You're going with the "we just need to get 1% thing", huh? What percent of the world's population is currently using Bitcoin?
1% was a completely arbitrary example, it wasn't meant to set a goal or anything. I was just illustrating the point that Bitcoin isn't ONLY good if you convert it to USD/EUR/whatever, it's just not adopted as widely as those currencies.
"Which brings us full-circle back to my original point."
It still doesn't make your claim correct. Your claim that Bitcoin can't achieve widespread adoption because of the complexity of mining doesn't even make sense.
Not every user has to mine and mining is what this article was about, not the parts of Bitcoin that everyone will use, but the parts that only a few will use but everyone seems curious about.
This article was akin to "How the printing presses the Fed uses works" combined with "How the Visa/MasterCard payment system works" - again, something you don't need to know to use the consumer end of that system, but which quite a lot of us are curious about anyway.
I don't have data going back that far. My earliest data I have on-hand goes back to 1997 at which point about 2% of the world (11% in the developed world) had internet access. I do have host count data, though and can tell you that in August of 1983 there were a whopping 562 web sites in existence. In July 1997 when only 2 (or 11) percent of people had access, there were about 19.5 million. As of January of this year there are almost 900 million.
So let's extrapolate: There were about 5.84 billion people in the world in 1997, 2% of which is about 117 million people on the internet (round numbers). Thus, in 1997, we can estimate one in every 6 internet users had their own web site.
Today there are about 6.97 billion people in the world and about 35% of them have internet access (74% in the developed world, but I digress). This means that about 2.4 billion people are responsible for about 900 million web sites - that's one web site per 2.7 internet users. If we work backwards from this imaginary (and probably wrong) line, we can estimate that there were about 3,000 internet users back in 1983.

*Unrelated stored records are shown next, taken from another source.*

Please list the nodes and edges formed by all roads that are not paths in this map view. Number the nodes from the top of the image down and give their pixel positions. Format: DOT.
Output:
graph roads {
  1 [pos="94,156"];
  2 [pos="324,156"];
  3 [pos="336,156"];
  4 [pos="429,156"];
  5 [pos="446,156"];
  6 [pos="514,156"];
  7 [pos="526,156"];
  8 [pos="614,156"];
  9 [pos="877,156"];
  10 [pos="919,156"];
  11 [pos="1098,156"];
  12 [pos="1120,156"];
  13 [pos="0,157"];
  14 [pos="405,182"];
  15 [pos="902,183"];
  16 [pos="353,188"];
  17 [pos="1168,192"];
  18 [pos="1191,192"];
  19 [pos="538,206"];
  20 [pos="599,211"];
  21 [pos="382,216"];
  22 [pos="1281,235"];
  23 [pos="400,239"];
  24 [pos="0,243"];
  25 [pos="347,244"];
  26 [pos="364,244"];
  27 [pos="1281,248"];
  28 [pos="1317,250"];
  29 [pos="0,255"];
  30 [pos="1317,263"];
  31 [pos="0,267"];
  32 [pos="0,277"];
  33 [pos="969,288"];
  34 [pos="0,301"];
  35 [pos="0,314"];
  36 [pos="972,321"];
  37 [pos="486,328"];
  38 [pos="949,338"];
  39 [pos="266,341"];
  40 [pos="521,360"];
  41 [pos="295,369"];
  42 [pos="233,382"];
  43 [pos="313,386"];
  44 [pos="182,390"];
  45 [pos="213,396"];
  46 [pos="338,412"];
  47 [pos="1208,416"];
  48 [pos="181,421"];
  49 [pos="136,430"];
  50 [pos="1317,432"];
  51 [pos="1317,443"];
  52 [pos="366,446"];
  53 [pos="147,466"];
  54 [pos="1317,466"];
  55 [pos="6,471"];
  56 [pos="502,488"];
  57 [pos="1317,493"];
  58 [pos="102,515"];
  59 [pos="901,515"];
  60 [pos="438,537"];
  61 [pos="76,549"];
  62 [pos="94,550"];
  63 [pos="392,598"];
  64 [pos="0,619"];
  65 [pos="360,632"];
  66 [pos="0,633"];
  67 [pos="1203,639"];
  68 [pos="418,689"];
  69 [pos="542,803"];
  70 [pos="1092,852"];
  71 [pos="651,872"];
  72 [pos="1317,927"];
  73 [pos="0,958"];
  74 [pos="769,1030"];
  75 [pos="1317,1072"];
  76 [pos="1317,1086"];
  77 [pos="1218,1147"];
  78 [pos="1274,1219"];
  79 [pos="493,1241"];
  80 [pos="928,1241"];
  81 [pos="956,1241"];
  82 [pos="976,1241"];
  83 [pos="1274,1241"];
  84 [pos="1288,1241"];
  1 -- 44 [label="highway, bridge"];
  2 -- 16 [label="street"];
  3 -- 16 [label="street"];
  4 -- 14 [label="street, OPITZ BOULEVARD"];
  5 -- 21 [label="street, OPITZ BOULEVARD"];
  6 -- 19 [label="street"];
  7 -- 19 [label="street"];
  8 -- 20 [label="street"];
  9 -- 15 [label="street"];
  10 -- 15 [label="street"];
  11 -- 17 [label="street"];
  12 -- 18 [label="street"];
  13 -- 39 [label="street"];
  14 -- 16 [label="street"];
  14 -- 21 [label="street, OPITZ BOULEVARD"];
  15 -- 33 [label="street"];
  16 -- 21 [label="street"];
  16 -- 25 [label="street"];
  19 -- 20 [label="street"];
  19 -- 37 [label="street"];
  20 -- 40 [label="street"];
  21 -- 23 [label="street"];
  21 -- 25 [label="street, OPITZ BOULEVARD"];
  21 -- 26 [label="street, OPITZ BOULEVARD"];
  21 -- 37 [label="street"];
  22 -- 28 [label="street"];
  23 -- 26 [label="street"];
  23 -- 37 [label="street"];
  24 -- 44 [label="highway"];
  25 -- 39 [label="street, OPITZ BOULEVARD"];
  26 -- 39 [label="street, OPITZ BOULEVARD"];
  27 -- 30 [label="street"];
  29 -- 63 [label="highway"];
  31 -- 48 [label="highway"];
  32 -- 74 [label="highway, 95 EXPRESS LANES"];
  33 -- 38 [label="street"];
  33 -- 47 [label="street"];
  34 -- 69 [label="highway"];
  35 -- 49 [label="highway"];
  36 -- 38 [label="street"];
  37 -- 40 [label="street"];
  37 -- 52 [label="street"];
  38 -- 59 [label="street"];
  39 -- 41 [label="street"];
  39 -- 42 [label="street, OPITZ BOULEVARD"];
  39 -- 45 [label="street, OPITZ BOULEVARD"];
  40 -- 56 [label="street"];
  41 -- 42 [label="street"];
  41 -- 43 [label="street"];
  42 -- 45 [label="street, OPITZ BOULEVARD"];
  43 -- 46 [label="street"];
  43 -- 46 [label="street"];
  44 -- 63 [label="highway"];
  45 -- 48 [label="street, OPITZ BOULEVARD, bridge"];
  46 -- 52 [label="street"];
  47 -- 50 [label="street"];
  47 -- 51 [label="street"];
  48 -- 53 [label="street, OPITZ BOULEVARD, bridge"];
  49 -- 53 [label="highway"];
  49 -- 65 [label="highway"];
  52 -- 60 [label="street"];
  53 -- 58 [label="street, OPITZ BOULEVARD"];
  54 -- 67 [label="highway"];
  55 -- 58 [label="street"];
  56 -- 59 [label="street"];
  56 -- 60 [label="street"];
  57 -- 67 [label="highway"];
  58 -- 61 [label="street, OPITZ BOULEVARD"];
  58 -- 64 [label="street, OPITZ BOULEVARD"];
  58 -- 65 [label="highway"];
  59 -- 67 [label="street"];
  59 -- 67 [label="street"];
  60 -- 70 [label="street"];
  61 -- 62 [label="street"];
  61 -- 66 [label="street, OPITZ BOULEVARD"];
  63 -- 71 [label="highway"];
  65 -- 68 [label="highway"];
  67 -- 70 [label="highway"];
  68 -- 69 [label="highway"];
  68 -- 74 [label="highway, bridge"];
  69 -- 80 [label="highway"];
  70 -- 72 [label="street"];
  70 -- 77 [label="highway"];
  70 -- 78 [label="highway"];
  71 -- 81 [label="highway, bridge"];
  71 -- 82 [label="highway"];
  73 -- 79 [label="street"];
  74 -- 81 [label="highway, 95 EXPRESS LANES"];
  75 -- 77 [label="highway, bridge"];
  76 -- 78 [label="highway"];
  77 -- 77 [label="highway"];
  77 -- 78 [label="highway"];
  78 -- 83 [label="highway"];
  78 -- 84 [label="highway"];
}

There are currently estimates that the Bitcoin network is made up of between 15 and 20 thousand users. Let's call it 15, just to be pessimistic. Adjusting for world population that puts us about on-par with the internet's adoption level in 1987. Bitcoun is about 4 years old, while the 1987 internet was about 6 years old, which means we're growing 50% faster than the internet did. Assuming nothing gigantic implodes along the way, Bitcoin is on its way to greatness.
Of course that's assuming you can compare Bitcoin to the internet, which you probably can't ;-)
As a fairly untechnical user, I would like to add that as soon as I figured out how to actually get bitcoins (bitinstant) the process became quite natural and the usefulness apparent.